I read and reread the post from you link but don’t understand really how I can change this.
Sorry for my incompetence .

Do you have a solution for this?

Or any Idea about the script which Grandjean was talking about.

Best Theo

The script which is called from cron to refresh the certs will

  • disable force_https if enabled and restart Apache
  • refresh the certificate
  • reset force_https to its old state

This means that from the systems perspective Port 80 is only opened during the runtime of /usr/share/univention-letsencrypt/refresh-cert which may be acceptable.

1 Like

Thank you @ahrnke

Can you help me to setup this, I think I have not the knowledge for this.

Best Theo

@theodor.m
I am not sure anymore if I understood the problem correctly.

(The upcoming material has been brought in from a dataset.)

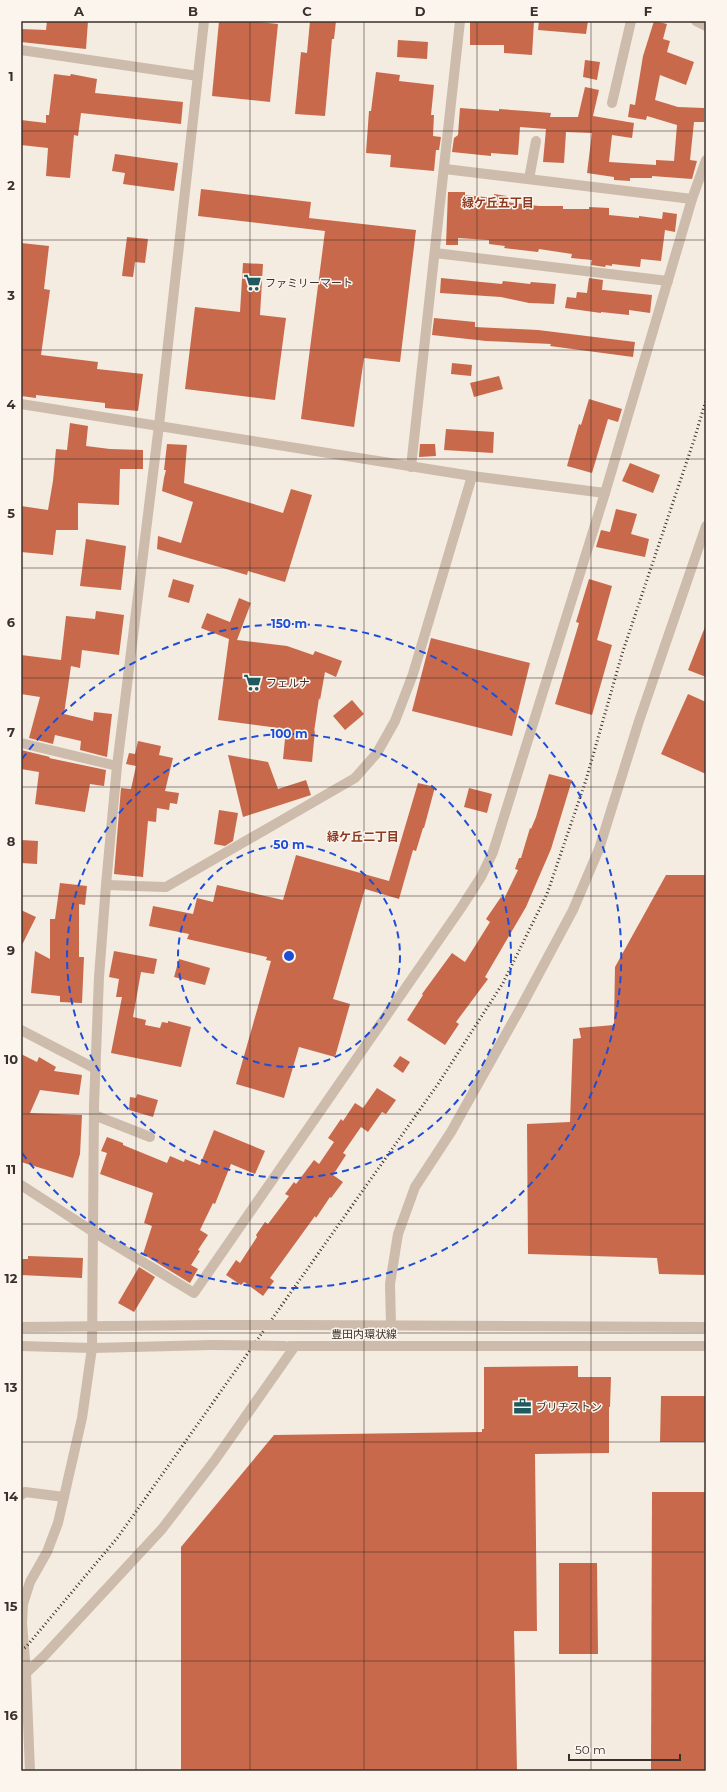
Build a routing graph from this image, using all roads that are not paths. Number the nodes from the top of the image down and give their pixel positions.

The most convinient way to prevent the usage of Port 80 is to force the redirection in Apache. In UCS this can be done using the apache2/force_https UCRV. While this does not close Port 80 it allows users to type the hostname or URL in the browser without prepending “https://”. As long as the most browser will use “http://” as the default or you are using the “HTTPS everywhere” or comparable plugin your users will get a timeout when they try just the hostname in case Port 80 is filtered.
The “Cool Solution” for Let’s Encrypt is now able to deal with the forced redirection as described above.
If you want additional security you can enable HSTS.
Everything else is making things more complex with just little extra security but the loss of convinience…

Finally:

This problem is IMO independent from Let’s encrypt and Port 80.
You can:

  • change the UCRV apache2/startsite
  • restrict access to certain sites using .htaccess and “Allow From …” rules.
    Both methods are already discussed here as well as the HSTS topic.

Best,
Dirk

For your information. This problem still exists.
If status of bug https://forge.univention.org/bugzilla/show_bug.cgi?id=45449 is CLOSED FIXED the way to go would be:
ucr set apache2/force_https/exclude/request_uri/letsencrypt="/.well-known/acme-challenge/.*$"
Cheers

Let’s Encrypt has been released as an app and is available in the Univention App Center. It allows for configuration via the UMC and can be used along with apache2/force_https by automatically configuring the exclusion rule Michel mentioned above since app version 1.1.0-8.
If you’re still interested in using Let’s Encrypt on an UCS system, I suggest giving it a try.

Do I understand this correctly?

Initially I need to open port 80 to get the certificate. But after for the renewal it is not needed anymore and I can close port 80 again?

At least that what I did and now I have to wait till renewal time. :slight_smile:

Thanks

Ok. For some reason i cant get 80 and 443 ports working from external net. Contacted ISP for possible port locking, but they said its all opened. As i cant argue with this guys, for nextcloud i made a redirect on my firewall, port 8443 to Univention-ip/443, manually adding :8443 on url for acessing
Now im stuck in lets encrypt certificate creation for obvious reason discussed here. Any way to make lets encrypt use another port, rather 80/443?

Short answer: No

Letsencrypt needs those two ports for validation.